### Work to be completed
Extract each line from the entries below that has the string "junctions" in it.

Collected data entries
══════════════════════════════
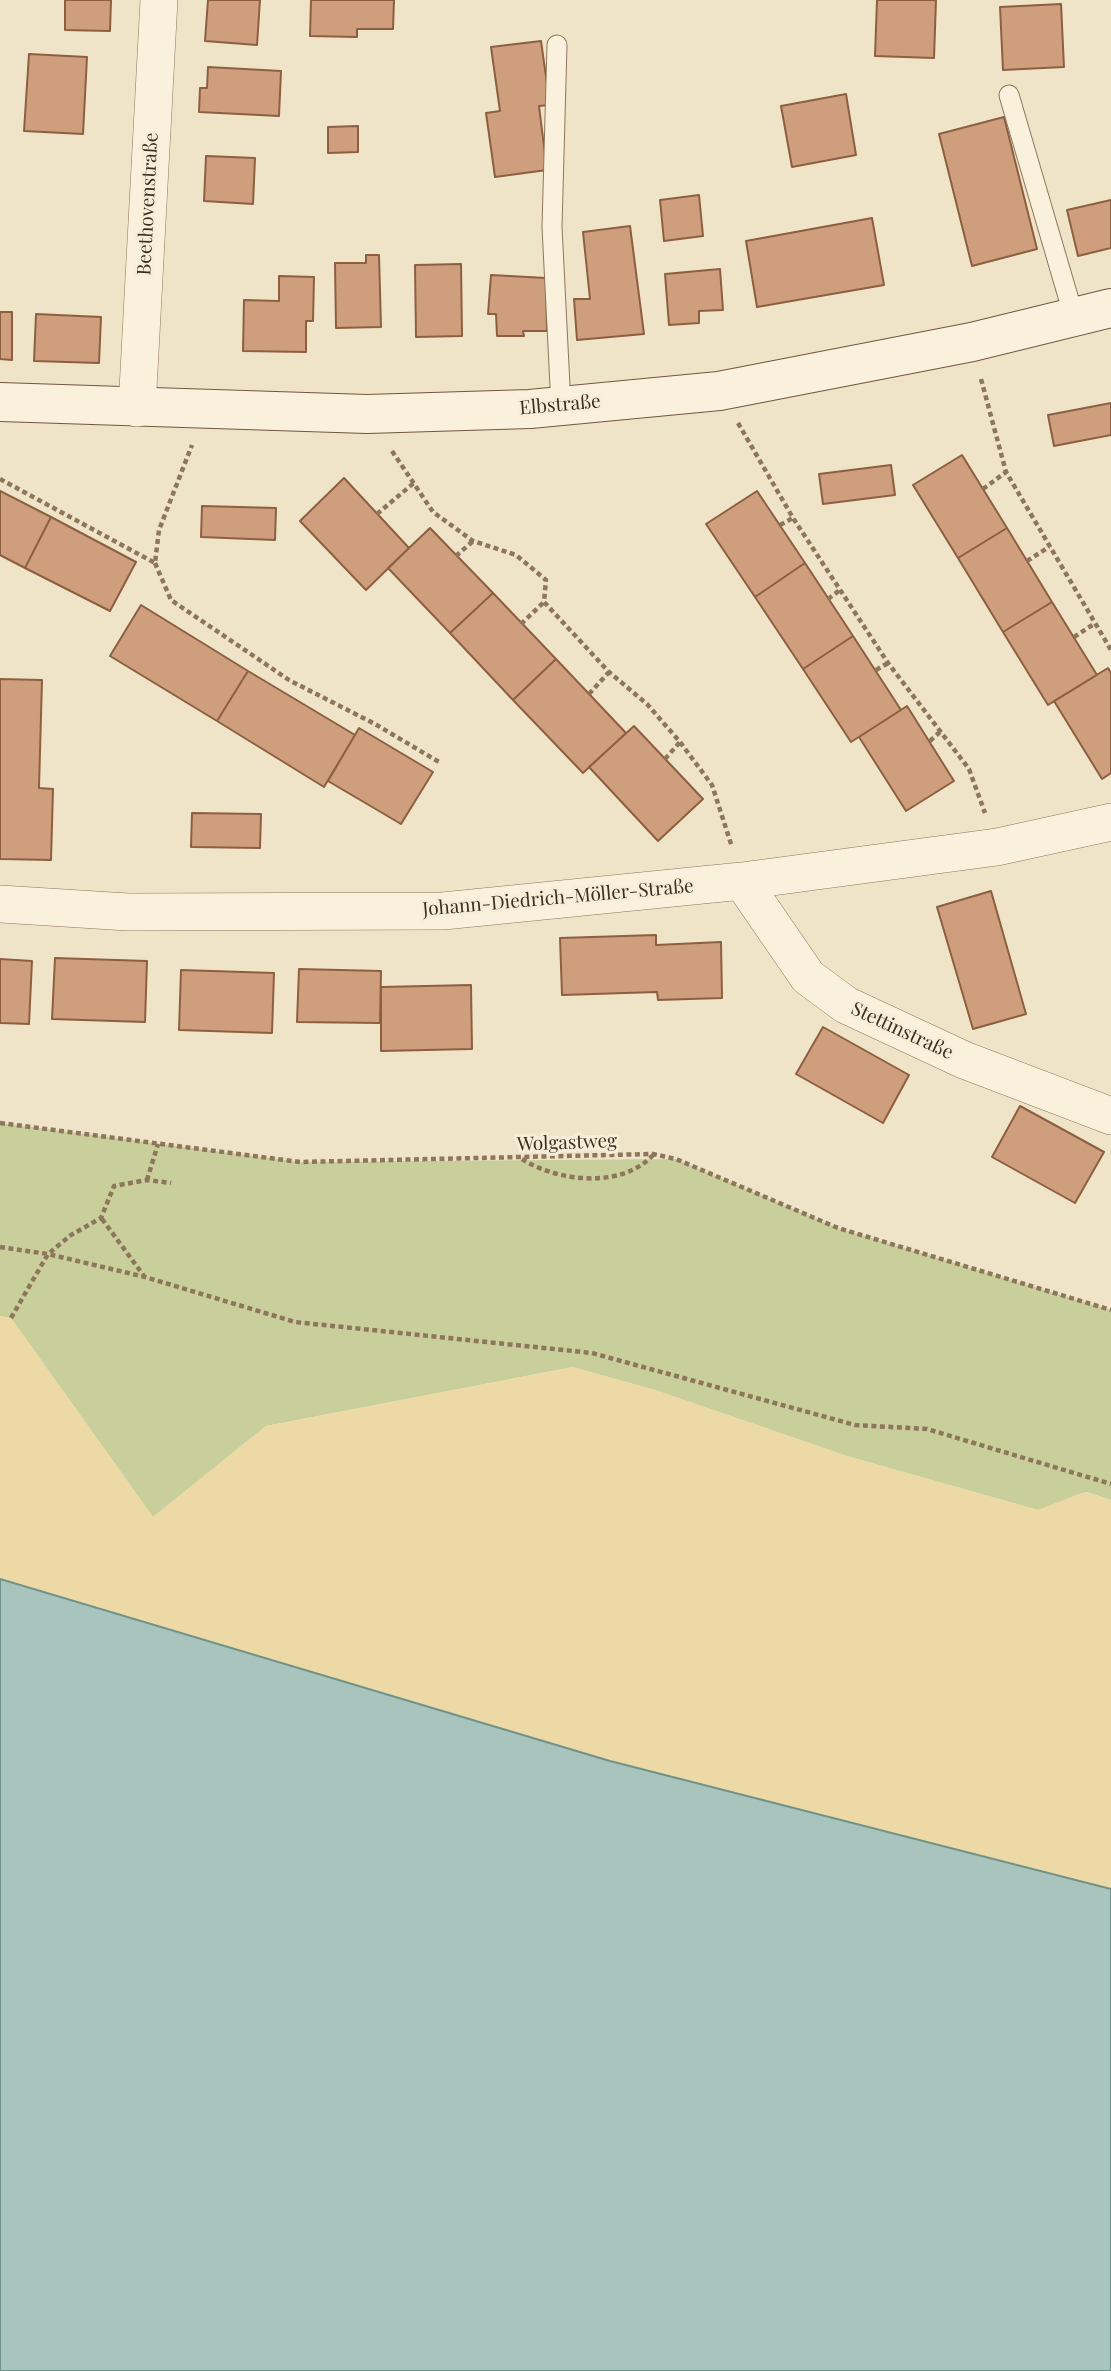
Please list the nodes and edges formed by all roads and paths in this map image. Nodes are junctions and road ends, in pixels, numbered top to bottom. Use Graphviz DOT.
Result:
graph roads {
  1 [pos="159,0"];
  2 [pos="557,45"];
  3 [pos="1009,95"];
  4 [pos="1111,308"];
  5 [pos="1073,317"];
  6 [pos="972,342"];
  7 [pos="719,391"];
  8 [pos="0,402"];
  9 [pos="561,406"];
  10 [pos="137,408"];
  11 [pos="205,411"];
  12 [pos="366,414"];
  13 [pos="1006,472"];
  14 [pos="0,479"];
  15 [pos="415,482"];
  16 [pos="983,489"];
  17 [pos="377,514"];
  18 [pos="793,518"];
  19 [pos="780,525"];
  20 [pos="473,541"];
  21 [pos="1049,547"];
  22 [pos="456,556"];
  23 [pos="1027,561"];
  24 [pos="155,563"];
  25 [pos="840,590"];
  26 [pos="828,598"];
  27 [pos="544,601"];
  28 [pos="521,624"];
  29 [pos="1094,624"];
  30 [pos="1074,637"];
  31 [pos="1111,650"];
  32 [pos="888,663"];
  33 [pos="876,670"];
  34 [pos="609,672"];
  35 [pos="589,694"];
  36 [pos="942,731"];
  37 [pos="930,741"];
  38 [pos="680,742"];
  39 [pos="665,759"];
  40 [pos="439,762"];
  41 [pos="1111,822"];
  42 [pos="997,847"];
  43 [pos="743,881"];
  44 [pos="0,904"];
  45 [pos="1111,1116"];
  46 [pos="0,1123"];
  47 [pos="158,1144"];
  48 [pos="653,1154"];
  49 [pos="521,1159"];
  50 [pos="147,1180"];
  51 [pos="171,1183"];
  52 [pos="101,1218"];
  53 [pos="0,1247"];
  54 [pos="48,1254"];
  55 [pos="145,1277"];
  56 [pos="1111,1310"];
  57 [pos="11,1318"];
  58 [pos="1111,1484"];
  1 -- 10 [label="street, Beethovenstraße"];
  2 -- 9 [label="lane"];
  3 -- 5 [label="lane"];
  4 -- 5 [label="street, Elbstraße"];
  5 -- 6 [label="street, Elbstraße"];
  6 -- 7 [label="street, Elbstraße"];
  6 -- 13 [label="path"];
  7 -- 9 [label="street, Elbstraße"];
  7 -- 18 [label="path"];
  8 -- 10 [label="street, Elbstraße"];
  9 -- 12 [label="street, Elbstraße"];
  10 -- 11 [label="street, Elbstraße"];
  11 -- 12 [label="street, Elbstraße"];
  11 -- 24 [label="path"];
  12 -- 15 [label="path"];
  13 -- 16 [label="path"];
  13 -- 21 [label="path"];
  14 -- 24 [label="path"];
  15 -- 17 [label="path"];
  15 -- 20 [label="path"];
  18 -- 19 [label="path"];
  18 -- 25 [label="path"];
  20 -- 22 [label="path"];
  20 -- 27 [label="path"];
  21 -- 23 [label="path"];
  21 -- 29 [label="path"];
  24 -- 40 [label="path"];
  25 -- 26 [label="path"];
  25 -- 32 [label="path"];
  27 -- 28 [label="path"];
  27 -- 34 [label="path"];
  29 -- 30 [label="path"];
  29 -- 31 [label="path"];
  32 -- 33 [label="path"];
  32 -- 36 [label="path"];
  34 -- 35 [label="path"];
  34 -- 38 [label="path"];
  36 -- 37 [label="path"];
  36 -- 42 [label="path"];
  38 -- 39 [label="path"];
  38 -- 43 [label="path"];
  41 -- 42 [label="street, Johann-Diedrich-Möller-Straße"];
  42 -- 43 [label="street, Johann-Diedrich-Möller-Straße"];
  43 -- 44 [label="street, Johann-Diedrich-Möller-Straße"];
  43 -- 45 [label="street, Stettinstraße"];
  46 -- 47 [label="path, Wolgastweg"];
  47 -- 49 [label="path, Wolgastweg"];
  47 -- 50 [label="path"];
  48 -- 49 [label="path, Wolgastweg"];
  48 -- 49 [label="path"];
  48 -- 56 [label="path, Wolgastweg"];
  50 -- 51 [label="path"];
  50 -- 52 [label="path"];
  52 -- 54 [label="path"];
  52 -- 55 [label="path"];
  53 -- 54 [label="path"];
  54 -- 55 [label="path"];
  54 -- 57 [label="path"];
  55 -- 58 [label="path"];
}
══════════════════════════════
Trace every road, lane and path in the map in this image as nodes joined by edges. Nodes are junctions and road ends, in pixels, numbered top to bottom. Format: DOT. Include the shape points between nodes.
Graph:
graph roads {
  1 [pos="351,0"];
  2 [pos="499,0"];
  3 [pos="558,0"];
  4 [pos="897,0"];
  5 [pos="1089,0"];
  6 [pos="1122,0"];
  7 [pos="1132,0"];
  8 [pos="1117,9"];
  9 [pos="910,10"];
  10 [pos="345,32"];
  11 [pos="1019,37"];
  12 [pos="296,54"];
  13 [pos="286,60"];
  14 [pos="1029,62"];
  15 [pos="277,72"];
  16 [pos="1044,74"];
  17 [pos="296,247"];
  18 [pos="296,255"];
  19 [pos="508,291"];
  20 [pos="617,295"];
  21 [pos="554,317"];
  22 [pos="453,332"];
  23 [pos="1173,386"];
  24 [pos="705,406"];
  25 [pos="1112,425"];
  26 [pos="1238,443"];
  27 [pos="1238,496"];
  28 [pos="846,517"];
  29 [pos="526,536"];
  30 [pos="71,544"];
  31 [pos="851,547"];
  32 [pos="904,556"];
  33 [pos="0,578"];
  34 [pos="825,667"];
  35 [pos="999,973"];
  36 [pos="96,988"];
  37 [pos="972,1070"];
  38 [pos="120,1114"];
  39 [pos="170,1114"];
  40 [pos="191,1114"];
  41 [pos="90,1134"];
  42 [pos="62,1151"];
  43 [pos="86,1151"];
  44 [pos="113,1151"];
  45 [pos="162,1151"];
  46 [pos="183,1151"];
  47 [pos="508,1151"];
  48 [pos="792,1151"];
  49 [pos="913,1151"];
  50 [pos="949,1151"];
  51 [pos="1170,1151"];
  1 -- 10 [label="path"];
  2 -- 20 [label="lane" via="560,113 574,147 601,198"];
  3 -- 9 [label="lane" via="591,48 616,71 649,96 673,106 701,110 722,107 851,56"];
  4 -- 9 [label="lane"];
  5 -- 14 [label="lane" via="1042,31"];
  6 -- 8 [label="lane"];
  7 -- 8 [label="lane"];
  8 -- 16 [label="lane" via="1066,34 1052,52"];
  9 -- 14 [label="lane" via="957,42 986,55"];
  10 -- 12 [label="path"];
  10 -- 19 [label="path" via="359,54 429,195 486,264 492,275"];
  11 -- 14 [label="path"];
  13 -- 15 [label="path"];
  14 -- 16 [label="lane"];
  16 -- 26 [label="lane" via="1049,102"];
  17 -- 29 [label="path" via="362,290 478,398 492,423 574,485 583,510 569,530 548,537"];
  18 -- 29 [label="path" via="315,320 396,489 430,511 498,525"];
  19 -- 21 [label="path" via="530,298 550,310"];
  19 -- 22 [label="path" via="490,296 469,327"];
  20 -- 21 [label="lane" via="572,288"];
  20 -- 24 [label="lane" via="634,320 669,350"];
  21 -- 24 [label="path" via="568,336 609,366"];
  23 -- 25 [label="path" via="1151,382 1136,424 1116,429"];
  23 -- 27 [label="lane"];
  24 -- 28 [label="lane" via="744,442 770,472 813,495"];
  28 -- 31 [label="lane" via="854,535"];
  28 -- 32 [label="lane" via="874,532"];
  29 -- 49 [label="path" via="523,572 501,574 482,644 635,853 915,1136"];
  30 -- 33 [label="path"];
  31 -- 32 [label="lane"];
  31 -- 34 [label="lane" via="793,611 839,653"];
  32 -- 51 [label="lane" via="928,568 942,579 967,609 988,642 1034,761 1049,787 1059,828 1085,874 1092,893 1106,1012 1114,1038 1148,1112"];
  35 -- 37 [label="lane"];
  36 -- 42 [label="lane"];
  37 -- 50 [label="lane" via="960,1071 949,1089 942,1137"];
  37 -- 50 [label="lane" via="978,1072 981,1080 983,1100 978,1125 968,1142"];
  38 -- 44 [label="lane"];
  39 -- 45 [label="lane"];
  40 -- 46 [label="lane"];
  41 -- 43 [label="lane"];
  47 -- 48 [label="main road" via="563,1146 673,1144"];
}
══════════════════════════════
### Answer to this problem
Please list the nodes and edges formed by all roads and paths in this map image. Nodes are junctions and road ends, in pixels, numbered top to bottom. Use Graphviz DOT.
Trace every road, lane and path in the map in this image as nodes joined by edges. Nodes are junctions and road ends, in pixels, numbered top to bottom. Format: DOT. Include the shape points between nodes.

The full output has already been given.